Wie viele Islamisten sind zurückgekommen? 

Etwa ein Drittel der Ausgereisten. Über die meisten gibt es keine Informationen, dass sie vor Ort gekämpft haben. Bundesweit wissen die Sicherheitsbehörden von etwa 25 Personen, dass sie aktiv am bewaffneten Widerstand in Syrien beteiligt waren. Mehr als 40 Menschen sollen in Syrien oder dem Irak gestorben sein.

Wie gefährlich sind die radikalisierten Rückkehrer? 

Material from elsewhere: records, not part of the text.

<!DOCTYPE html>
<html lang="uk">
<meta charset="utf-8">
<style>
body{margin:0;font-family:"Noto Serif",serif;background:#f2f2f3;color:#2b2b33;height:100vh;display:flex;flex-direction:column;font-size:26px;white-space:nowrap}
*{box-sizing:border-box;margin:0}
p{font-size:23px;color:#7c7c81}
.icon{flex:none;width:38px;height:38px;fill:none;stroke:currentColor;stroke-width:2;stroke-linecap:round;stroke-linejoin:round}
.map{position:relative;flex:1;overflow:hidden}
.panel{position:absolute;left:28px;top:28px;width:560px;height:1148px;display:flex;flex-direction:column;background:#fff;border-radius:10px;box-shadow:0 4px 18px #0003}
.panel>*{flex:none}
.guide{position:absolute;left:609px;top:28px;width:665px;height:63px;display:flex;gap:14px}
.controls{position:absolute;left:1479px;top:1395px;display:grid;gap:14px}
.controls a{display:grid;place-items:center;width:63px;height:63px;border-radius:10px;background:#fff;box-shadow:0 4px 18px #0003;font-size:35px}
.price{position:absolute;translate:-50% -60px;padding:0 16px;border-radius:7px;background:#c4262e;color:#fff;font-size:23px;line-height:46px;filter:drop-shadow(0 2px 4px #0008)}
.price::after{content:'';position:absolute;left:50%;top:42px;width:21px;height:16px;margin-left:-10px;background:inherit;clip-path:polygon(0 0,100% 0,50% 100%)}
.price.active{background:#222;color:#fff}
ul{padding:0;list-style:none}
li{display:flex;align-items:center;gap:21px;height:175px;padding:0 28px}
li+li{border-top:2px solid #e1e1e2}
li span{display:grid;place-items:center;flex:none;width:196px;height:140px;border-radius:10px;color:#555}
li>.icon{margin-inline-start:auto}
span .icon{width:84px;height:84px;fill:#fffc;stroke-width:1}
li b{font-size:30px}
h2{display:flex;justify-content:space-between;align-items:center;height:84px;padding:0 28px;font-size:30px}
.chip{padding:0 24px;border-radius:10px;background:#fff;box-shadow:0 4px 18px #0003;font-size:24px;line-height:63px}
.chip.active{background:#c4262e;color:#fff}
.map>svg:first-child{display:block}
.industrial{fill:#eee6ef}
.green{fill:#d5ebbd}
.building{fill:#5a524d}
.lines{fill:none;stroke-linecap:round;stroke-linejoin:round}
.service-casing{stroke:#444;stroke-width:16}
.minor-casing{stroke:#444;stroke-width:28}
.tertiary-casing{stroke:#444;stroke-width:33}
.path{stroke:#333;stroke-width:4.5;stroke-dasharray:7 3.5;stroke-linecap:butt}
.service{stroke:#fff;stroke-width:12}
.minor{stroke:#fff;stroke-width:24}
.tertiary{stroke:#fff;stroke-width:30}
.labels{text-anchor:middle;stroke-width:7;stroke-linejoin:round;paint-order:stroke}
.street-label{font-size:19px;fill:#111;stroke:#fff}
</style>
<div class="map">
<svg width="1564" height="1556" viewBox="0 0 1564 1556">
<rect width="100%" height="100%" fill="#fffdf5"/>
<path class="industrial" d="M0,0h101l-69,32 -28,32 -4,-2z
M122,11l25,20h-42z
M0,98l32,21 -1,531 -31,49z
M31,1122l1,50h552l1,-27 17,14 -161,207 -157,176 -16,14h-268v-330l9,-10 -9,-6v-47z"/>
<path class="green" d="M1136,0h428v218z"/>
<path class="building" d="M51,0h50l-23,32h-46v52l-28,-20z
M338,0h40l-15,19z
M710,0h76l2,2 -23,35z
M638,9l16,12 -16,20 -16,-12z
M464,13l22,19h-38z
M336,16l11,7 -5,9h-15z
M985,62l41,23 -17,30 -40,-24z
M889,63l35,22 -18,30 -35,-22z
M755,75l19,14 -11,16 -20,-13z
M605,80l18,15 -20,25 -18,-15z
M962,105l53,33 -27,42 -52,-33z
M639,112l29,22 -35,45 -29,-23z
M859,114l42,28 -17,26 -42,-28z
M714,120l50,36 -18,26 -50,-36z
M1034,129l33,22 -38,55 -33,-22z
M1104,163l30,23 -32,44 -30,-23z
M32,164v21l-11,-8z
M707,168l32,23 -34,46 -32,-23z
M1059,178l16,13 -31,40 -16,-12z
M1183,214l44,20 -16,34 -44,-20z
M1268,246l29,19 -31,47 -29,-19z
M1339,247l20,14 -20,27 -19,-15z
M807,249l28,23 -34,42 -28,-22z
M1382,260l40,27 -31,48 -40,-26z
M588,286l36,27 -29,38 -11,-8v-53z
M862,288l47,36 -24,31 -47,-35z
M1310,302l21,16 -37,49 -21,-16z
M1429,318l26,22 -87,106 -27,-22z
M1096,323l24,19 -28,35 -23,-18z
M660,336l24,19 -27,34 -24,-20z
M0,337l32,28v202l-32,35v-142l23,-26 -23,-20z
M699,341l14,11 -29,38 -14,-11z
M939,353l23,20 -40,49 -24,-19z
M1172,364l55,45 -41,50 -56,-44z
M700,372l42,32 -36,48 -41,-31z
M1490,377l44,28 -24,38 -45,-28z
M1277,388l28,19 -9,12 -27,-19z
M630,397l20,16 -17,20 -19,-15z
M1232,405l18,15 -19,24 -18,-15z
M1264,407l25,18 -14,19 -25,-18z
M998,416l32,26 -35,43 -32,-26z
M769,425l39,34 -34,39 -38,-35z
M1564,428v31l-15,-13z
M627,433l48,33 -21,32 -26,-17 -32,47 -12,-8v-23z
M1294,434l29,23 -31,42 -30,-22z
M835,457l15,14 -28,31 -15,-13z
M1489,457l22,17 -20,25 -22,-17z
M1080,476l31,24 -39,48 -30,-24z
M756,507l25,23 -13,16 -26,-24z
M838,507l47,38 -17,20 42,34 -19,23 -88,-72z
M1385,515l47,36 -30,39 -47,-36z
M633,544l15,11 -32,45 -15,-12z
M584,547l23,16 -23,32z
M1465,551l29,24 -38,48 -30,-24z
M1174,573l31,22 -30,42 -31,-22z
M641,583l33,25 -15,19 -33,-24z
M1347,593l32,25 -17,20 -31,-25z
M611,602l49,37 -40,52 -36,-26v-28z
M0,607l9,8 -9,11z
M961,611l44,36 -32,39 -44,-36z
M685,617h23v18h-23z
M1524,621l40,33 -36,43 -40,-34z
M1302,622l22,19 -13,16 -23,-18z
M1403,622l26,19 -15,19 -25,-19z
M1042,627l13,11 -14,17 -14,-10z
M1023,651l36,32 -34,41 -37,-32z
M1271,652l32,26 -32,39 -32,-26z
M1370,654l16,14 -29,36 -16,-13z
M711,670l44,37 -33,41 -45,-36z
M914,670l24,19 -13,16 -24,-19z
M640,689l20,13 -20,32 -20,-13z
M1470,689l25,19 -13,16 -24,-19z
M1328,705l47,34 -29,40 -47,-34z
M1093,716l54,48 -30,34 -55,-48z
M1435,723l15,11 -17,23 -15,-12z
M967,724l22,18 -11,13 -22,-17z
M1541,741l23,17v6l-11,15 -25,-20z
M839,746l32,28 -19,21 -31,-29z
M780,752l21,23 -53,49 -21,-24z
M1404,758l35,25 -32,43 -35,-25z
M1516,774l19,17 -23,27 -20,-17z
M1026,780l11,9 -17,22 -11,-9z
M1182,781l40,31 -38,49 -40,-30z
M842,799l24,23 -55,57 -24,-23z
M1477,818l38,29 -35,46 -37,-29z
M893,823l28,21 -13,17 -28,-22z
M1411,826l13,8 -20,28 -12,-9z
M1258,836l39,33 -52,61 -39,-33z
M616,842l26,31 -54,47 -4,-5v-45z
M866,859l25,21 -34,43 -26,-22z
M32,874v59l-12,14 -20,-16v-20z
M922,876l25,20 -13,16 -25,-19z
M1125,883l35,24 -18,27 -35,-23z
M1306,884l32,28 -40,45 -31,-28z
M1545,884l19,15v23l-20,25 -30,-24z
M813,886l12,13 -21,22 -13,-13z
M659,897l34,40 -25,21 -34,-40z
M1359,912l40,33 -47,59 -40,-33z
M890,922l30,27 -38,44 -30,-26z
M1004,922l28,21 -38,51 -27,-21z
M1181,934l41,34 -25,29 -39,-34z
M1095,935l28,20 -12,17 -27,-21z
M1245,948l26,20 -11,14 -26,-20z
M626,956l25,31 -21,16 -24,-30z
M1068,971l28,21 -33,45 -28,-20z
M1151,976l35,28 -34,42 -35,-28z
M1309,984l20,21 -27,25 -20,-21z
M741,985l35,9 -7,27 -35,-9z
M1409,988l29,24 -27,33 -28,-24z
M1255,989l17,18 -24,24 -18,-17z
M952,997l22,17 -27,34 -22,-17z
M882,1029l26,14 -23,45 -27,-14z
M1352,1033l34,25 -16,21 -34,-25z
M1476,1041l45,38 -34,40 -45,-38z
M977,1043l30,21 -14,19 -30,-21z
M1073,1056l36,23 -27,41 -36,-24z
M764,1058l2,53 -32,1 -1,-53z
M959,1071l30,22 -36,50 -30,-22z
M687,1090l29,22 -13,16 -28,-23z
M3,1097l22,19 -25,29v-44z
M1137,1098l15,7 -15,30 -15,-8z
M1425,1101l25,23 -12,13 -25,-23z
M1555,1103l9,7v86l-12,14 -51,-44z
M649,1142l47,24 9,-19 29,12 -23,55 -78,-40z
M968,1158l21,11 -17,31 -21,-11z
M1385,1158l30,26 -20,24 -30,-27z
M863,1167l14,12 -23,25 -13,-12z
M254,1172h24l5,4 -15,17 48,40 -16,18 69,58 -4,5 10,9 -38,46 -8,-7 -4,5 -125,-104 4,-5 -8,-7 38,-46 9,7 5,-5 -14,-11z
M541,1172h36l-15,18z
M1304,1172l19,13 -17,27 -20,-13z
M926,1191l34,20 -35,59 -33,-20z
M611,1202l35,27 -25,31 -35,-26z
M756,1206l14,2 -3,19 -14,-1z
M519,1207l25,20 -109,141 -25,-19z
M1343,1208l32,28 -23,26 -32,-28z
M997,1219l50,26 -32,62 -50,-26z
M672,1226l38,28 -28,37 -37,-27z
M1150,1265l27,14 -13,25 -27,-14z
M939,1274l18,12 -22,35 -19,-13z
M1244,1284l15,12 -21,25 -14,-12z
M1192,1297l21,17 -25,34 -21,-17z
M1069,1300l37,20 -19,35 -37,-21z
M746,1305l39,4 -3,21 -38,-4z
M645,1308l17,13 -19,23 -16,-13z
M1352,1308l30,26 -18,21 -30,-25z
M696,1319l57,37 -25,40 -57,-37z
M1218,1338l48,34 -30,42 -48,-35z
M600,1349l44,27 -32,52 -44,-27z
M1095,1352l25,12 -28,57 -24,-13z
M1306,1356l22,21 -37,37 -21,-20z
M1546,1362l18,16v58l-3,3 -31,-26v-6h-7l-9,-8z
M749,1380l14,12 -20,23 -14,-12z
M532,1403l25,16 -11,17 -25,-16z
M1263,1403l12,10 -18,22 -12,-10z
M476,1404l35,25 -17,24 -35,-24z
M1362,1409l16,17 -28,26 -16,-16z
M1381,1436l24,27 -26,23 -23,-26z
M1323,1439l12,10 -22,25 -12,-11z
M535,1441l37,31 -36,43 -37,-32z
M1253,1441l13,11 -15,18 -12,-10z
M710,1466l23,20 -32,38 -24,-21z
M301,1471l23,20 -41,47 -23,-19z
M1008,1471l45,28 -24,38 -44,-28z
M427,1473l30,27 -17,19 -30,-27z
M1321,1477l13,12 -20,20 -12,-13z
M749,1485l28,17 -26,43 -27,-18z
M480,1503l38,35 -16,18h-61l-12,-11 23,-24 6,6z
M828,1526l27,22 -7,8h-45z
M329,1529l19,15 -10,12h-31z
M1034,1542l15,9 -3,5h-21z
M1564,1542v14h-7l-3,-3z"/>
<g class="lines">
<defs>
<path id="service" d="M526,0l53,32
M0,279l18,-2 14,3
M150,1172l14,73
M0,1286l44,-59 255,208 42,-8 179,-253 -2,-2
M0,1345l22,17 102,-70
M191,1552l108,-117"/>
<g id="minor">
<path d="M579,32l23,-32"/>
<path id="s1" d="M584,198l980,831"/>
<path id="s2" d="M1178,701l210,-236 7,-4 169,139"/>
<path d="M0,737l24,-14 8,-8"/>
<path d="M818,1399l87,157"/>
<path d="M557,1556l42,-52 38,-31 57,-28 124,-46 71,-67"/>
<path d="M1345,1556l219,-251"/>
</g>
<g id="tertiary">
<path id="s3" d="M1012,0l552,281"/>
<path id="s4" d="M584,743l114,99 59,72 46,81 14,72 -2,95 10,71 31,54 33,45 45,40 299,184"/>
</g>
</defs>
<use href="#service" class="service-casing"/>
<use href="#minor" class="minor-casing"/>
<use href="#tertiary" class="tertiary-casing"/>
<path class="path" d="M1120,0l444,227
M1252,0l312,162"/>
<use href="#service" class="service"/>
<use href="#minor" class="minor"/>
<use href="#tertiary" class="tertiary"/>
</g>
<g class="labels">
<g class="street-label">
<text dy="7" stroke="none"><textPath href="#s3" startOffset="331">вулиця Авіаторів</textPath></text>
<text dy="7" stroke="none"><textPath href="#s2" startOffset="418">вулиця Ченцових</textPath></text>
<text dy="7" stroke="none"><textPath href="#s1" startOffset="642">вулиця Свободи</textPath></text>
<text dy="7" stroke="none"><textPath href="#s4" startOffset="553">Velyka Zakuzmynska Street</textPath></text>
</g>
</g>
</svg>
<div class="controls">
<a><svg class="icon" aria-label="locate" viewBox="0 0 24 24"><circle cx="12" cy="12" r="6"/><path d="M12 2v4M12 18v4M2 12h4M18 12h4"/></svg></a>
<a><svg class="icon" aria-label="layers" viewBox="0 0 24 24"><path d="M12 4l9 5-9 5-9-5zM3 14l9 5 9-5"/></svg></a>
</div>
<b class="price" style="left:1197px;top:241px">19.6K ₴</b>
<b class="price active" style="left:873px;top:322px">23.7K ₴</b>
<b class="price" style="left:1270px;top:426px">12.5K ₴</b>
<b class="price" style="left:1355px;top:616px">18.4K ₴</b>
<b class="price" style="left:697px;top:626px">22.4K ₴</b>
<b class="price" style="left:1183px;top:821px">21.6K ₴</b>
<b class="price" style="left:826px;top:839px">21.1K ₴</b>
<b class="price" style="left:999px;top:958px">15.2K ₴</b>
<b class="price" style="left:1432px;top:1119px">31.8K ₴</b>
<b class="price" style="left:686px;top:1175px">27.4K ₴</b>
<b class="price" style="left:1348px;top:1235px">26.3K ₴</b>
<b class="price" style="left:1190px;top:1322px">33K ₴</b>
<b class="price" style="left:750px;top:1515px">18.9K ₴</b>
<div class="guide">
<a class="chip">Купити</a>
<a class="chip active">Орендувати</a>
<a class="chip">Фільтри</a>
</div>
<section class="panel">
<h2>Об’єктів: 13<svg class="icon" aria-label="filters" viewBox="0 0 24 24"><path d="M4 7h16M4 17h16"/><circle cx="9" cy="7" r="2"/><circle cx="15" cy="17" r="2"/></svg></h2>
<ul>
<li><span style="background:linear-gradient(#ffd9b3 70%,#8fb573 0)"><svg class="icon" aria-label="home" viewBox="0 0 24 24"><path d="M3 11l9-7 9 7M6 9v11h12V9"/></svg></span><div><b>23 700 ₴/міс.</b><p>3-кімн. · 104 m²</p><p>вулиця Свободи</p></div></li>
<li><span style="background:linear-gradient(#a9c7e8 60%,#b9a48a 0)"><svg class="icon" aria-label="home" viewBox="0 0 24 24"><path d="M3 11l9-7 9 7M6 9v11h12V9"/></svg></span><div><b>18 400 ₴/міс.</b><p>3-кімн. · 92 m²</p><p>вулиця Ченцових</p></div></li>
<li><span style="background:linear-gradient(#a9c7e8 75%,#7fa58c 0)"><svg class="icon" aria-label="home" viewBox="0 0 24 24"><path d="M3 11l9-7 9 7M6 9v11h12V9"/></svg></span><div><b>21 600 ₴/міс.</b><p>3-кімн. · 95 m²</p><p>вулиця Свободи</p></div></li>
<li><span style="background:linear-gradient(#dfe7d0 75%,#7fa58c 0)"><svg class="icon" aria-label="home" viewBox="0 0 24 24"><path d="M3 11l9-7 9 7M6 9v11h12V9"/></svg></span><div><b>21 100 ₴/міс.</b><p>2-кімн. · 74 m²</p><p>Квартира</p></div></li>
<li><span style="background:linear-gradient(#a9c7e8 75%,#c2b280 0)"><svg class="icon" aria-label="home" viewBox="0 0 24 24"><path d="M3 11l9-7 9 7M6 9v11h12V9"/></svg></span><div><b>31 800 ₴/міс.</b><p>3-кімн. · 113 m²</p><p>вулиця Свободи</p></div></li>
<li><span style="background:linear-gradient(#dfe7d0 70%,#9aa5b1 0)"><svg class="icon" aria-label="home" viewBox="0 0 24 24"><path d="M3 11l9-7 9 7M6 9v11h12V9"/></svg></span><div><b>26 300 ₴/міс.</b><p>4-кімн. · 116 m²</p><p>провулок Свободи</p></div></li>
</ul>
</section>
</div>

„Von Rückkehrern aus den Kampfgebieten geht ein besonderes Sicherheitsrisiko aus“, sagt Gerngroß. „Diese Personen genießen in der salafistischen Szene hohes Ansehen und tragen zur Radikalisierung weiterer Personen bei.“ Die hessischen Sicherheitsbehörden haben diese Rückkehrer deshalb besonders im Auge. Ihr oberstes Ziel ist aber, „bereits dshihadistisch motivierte Ausreisen zu verhindern“. Dabei tauschen mehrere Behörden ihre Informationen aus.

Wie groß ist die Gefahr möglicher Anschläge in Hessen? 

Aktuell gebe es keine konkreten Gefährdungsaspekte, erklärt das LfV. Die Schutzmaßnahmen seien unverändert auf hohem Niveau.